BEGIN Supplied data
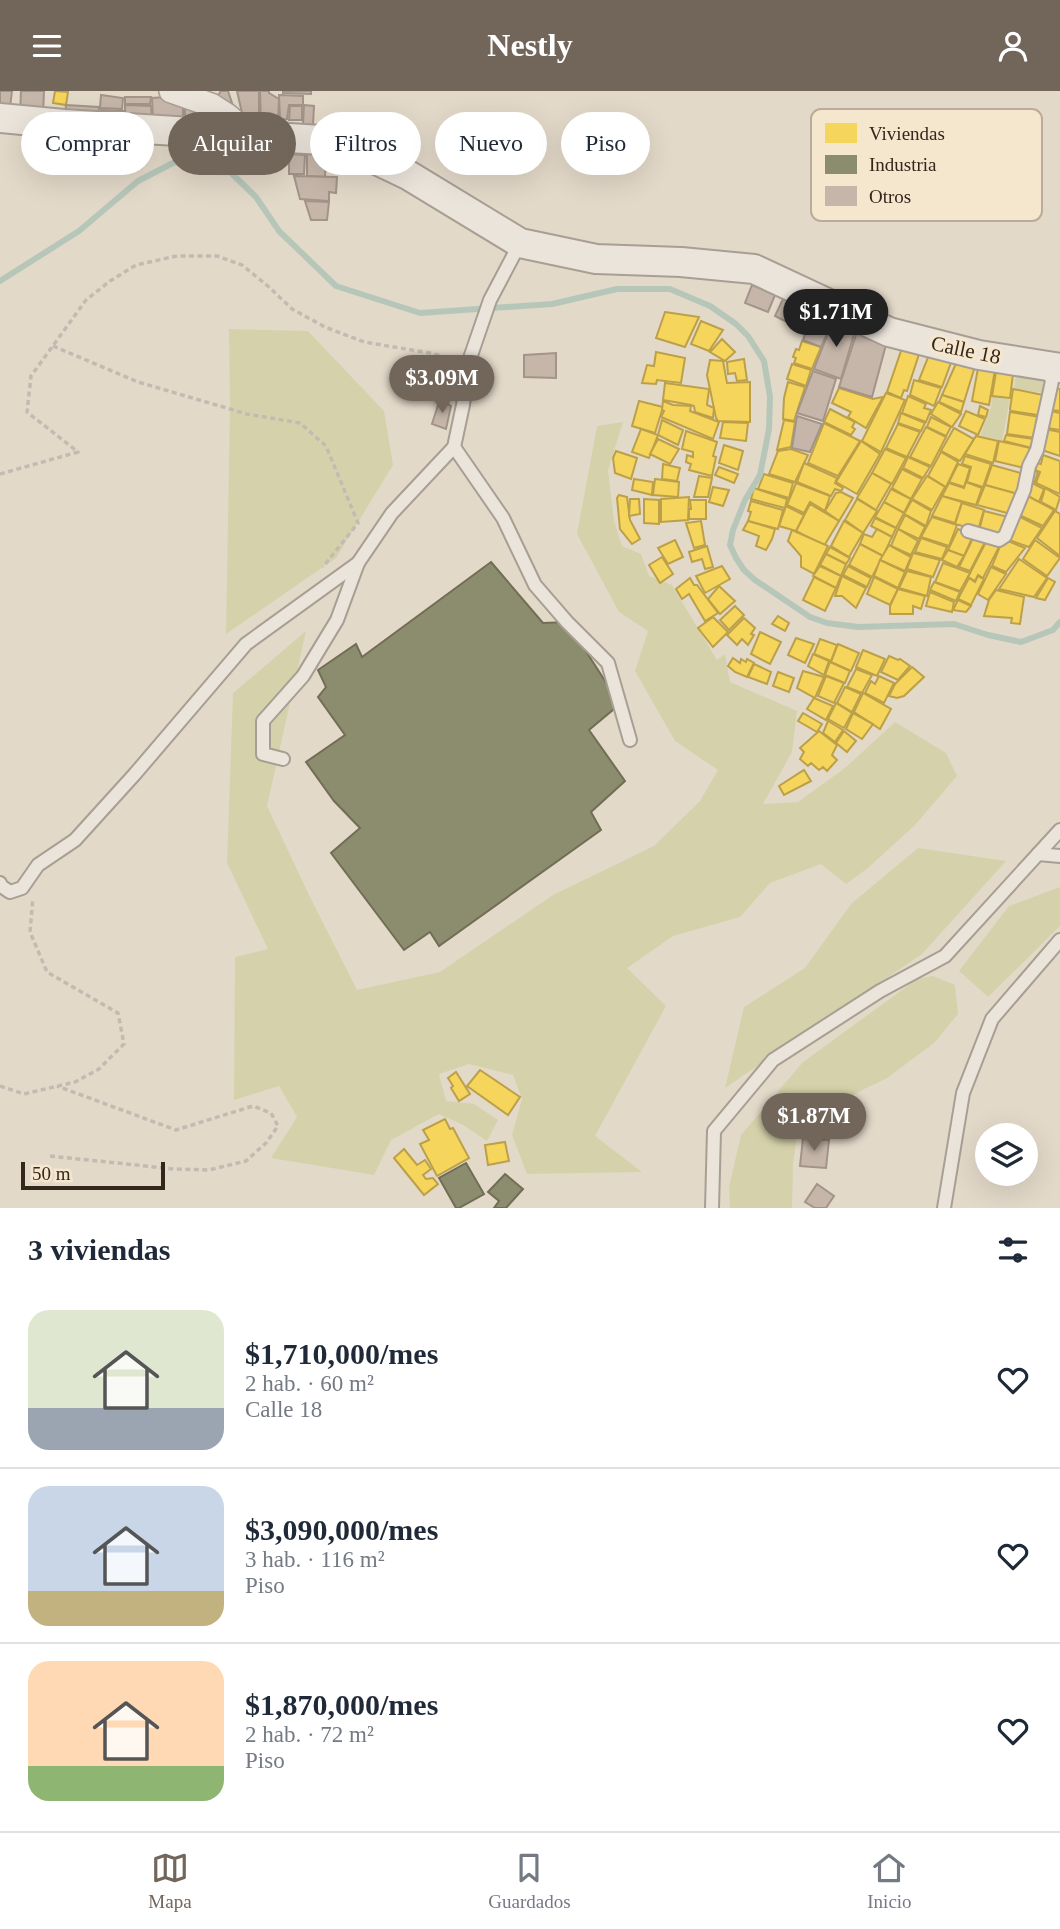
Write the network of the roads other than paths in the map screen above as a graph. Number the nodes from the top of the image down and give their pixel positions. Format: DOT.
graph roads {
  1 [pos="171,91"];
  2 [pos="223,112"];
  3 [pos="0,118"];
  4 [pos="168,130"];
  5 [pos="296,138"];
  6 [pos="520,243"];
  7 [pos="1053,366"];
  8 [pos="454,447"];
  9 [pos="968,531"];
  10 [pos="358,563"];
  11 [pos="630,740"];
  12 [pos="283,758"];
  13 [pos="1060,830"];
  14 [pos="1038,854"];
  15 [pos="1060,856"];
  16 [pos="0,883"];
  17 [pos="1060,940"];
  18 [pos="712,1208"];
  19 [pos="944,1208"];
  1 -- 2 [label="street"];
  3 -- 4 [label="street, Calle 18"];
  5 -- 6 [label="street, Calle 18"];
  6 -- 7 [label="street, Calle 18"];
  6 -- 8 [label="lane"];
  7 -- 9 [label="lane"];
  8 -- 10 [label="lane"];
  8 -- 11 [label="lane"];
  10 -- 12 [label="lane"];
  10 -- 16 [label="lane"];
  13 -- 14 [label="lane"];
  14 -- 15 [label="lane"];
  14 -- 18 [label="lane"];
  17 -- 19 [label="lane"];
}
END Supplied data
What you have to do
If a line in the listing above contains the word "Calle", include it in your count, then give only the final number.

Result for this task
3